What all this means is that HT allows your physical cores to operate more efficiently but does not yield the kind of gains seen from additional physical cores. HT typically adds somewhere between 25-40% in efficiency gains per core being used, so a dual core with HT will function like 2.5-3 cores, a quad core like 5-6 cores when under heavy load and running software that takes advantage of that many cores.

And there's the real grind - much of the consumer software out there takes advantage of two cores or maybe even four cores but very little goes above that point. So if your particular software doesn't support as many physical cores than you have, they will not help at all in your work, other than simply to run other tasks in the background.

An example of this is the game Starcraft 2, which only supports two physical cores. There's essentially no difference between 2/4/6 physical cores in this game, the only thing that matters is providing two very, very fast cores. So Intel's Turbo Boost helps here, as it shuts down unused cores and pushes the working cores faster.

Hope this helps.
🙂
 
The car analogy doesn't make sense because having a V8 engine doesn't make it more efficient than a V4 engine.

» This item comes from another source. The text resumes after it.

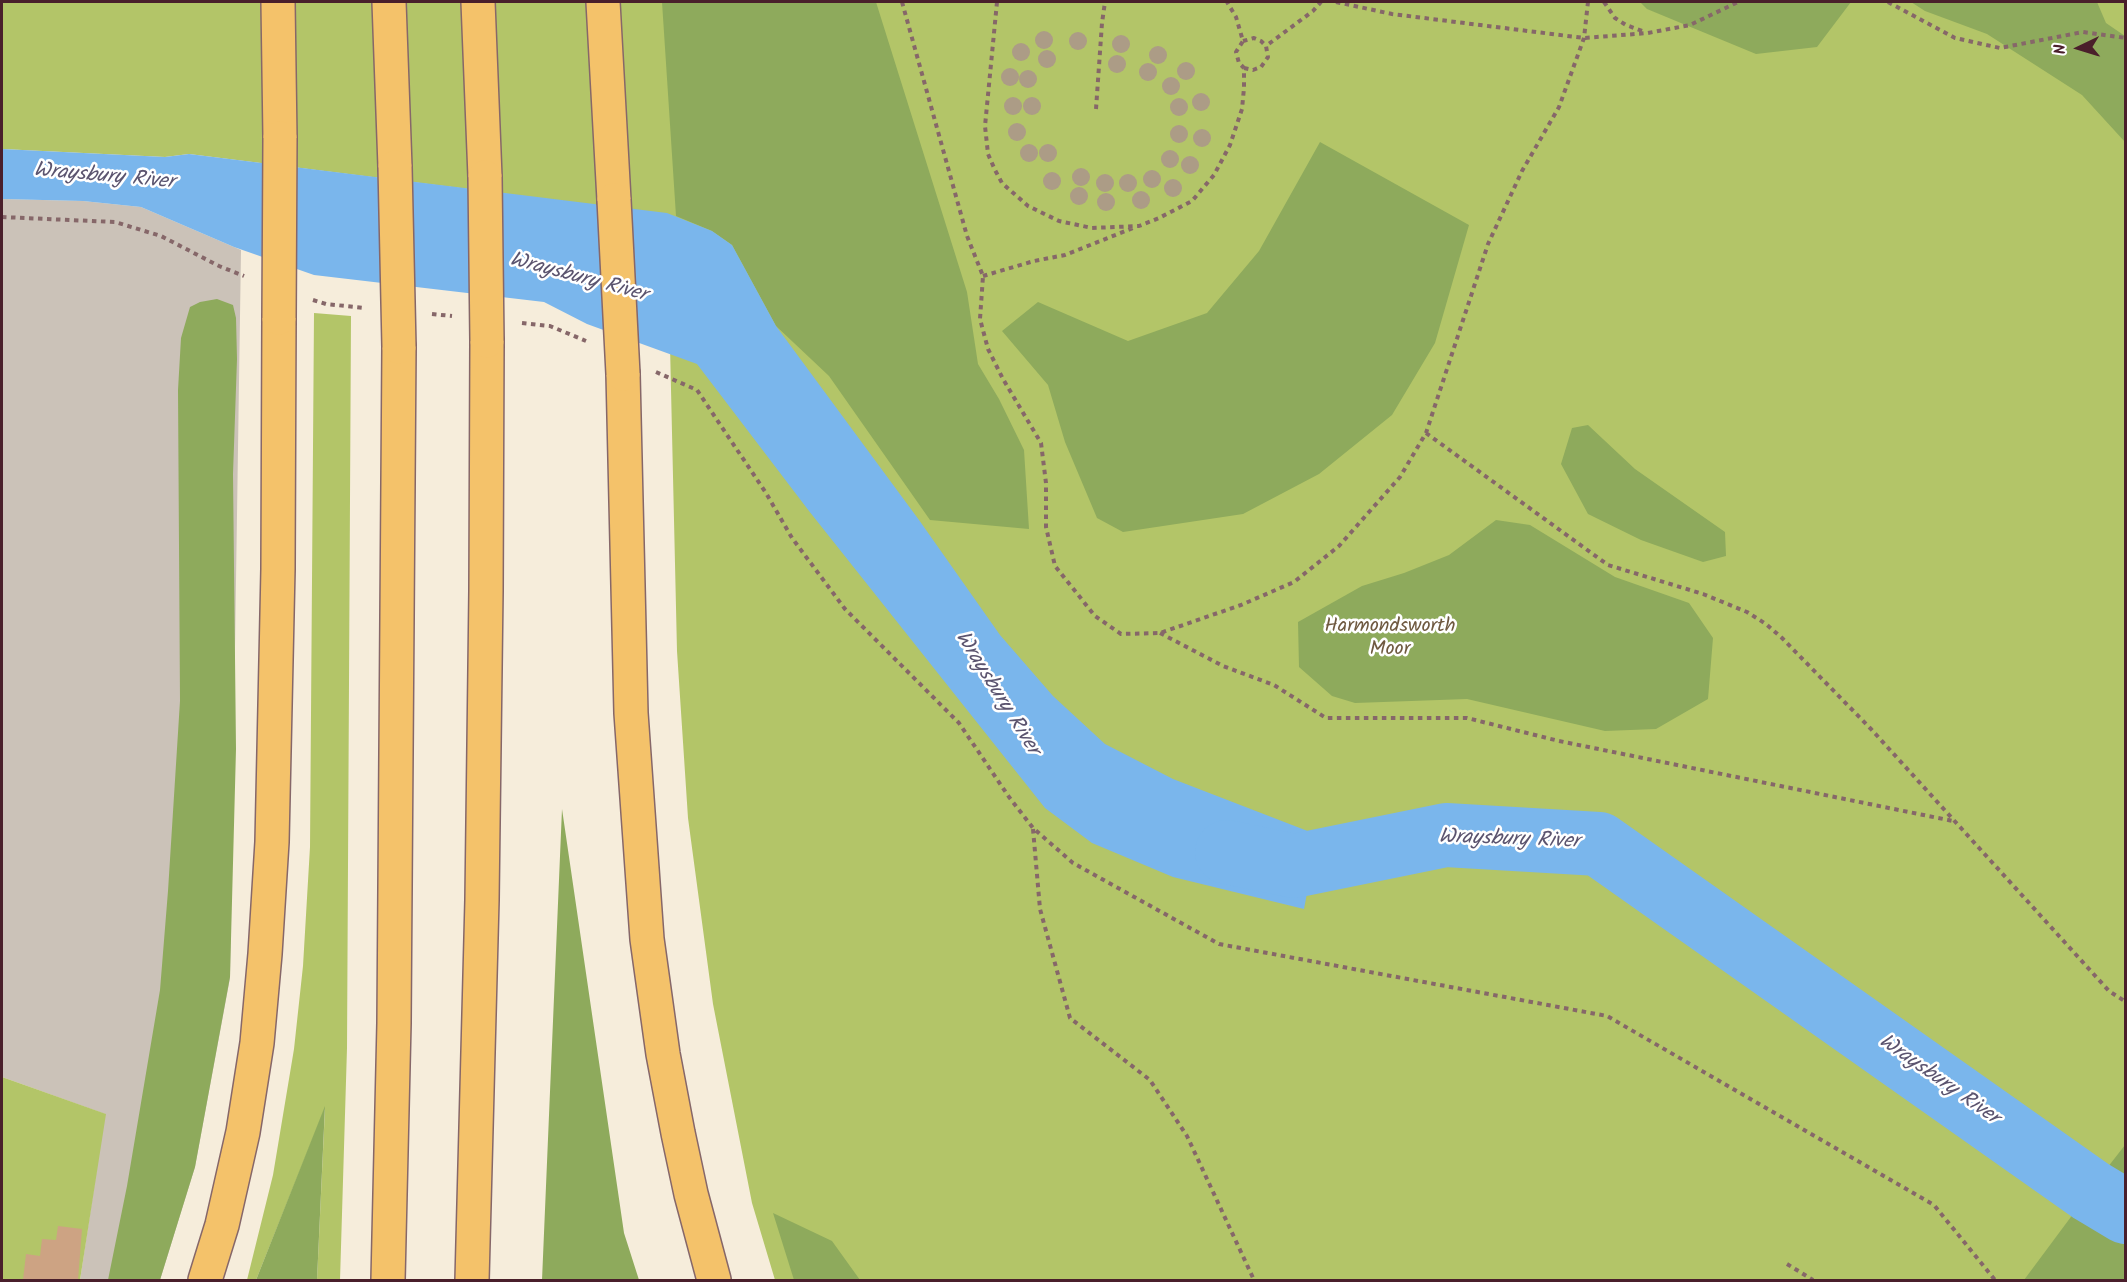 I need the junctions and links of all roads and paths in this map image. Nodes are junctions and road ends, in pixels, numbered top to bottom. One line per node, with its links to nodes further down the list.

Who is saying that the i5 is more efficient? We're putting the bigger airbox on the 4-cylinder, not the 8. The cores themselves are the same.

Just tell him the truth

Or just forget about him. Who cares if he gets an i3?
Conservatards gonna 'tard. Only way they learn is by faceplanting.

What all this means is that HT allows your physical cores to operate more efficiently but does not yield the kind of gains seen from additional physical cores. HT typically adds somewhere between 25-40% in efficiency gains per core being used, so a dual core with HT will function like 2.5-3 cores, a quad core like 5-6 cores when under heavy load and running software that takes advantage of that many cores.

Even Intel's marketing only claims 30%.
"Typical" is going to be more in the -2%-+10% range.